BusConnects: ‘If they take the garden I won’t be able to get the car in’
Donnycarney residents voice concerns about losing parts of gardens to BusConnects plan
“It’s hard enough now, if they take the garden I won’t be able to get the car in,” says Donnycarney resident Joseph Jordan of the BusConnects plan. Photograph: Nick Bradshaw/The Irish Times
It is just after 9.30am at Donnycarney Church on the Malahide Road, north Dublin, where buses and cars whizz by every minute. Some cyclists take to the footpath, as conditions appear safer there than on the roadside.
Elderly residents from St John’s Court shuffle across the busy road, when they can, pushing shopping trolleys.
Residents located between the church and St John’s Court are among 345 households issued with letters from the National Transport Authority (NTA), informing them they will lose part of their front garden to accommodate bus and cycle lanes under the BusConnects plan.
Joseph Jordan (60) lives with his wife Geraldine, who is a wheelchair user and has multiple sclerosis.
“It’s hard enough now, if they take the garden I won’t be able to get the car in,” Mr Jordan told The Irish Times.

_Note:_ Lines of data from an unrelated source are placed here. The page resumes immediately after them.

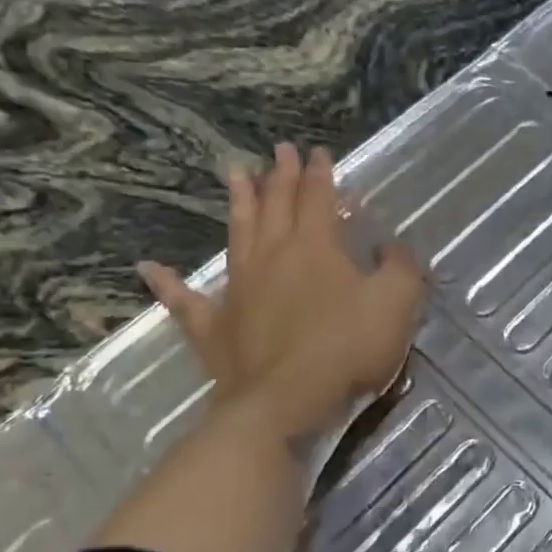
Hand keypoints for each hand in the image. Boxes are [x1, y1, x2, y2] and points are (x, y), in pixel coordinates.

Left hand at [138, 143, 425, 438]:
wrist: (285, 401)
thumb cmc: (346, 347)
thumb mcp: (396, 302)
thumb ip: (401, 267)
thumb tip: (394, 245)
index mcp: (315, 247)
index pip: (317, 198)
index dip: (319, 173)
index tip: (317, 151)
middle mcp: (272, 256)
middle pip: (276, 207)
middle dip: (280, 176)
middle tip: (278, 150)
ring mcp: (238, 290)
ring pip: (237, 235)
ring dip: (239, 203)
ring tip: (236, 175)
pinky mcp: (214, 327)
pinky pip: (186, 301)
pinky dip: (168, 284)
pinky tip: (149, 268)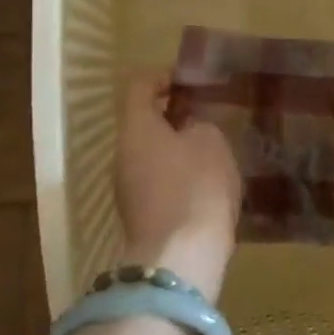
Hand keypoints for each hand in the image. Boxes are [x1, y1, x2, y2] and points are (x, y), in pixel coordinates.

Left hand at [115, 73, 240, 299]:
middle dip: (172, 116)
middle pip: (143, 123)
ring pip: (150, 154)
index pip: (138, 87)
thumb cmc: (196, 187)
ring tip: (211, 150)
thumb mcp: (210, 142)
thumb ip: (198, 125)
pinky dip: (178, 175)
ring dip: (176, 148)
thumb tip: (188, 129)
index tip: (189, 81)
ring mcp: (127, 188)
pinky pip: (157, 182)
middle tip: (205, 115)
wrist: (180, 258)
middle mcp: (123, 154)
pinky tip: (206, 184)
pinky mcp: (140, 215)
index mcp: (136, 128)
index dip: (163, 76)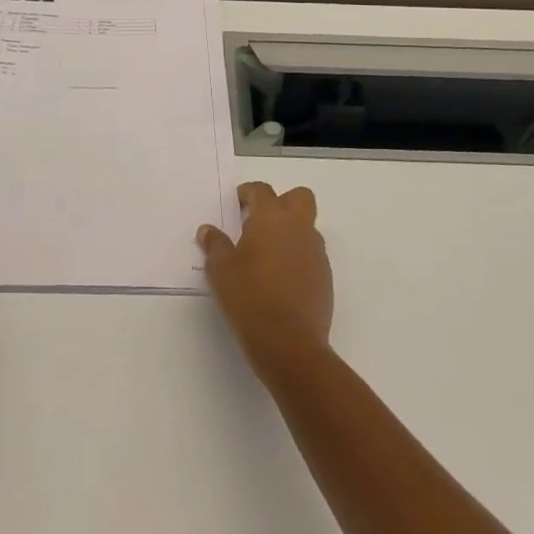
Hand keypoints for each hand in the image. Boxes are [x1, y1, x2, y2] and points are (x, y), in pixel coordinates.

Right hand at [199, 182, 332, 373]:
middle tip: (260, 222)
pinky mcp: (325, 277)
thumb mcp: (220, 270)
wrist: (289, 343)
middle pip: (299, 197)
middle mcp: (298, 228)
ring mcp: (316, 253)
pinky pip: (311, 255)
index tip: (238, 203)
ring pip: (307, 227)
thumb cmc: (249, 297)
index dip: (248, 193)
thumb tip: (208, 231)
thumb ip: (215, 245)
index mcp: (272, 218)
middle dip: (282, 202)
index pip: (262, 191)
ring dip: (291, 232)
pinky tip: (280, 280)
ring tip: (267, 256)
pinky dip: (298, 258)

I keep telling her it’s not going to happen straight away, it’s not worth worrying about
“We’re not being told exactly whether it’s a metre, half a metre, two metres. We don’t know anything. We got the letter with the plans but it’s still not telling you anything. We just don’t know.”

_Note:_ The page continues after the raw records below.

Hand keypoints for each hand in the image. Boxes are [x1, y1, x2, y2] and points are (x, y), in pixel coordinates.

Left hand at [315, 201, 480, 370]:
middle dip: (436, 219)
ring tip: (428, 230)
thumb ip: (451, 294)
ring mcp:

Mr Jordan said his wife was “upset” about the plans, which he believes will be introduced “regardless” of local opposition.
“I keep telling her it’s not going to happen straight away, it’s not worth worrying about. When the time comes, we’ll worry about it. We’ve enough to worry about,” he added.
The NTA notified property owners along four of the proposed corridors in November; Clongriffin to the city centre, Swords to the city centre, Blanchardstown to the city centre and Lucan to the city centre.
A further 1,000 property owners are expected to be informed in the coming weeks, and a public consultation process will run into the middle of 2019. The NTA has offered one-to-one meetings with those affected.
Maria and Stephen Fuery, who have been living on the Malahide Road for 20 years, said they are concerned about increased levels of traffic and noise pollution.
“It’s already dangerous, dirty - you have all the dust coming in from the traffic. This area is not going to be a nice area to live in,” said Mr Fuery.
“There’s no management of speed structure here. Any time you come out here, you’re coming out onto a four-lane highway.”
The couple said they haven’t been told “anything” about compensation, which the NTA said will be on average €25,000 for affected property owners, but are clear they will be objecting to the proposals.
Nobody has been around to talk to me about it, not a soul. I’ve been here waiting for them
“It’s not going to happen,” Mr Fuery added. “My understanding of a Compulsory Purchase Order (CPO) is that your quality of life must not be disturbed. Under a CPO, it must be maintained to a certain standard ... My answer to them is no, you’re going to have to put up a struggle to get this.”
Davrul De Siún (86) said the Malahide Road is already busy “all day long, non-stop”. Pointing to a seal on his front door frame, he said “the place is sealed, everything here is sealed to try and block out the sound”.
“It’s not very clear how much they’re going to take, they have red crosses on the map which don’t really signify much,” he said.
“Nobody has been around to talk to me about it, not a soul. I’ve been here waiting for them. I might ring them but I’m waiting to see what my neighbours say.”
The NTA has stressed that any decision to proceed with the upgrading of bus and cycle lanes will be subject to planning approval from An Bord Pleanála and construction of new lanes would not begin until 2021.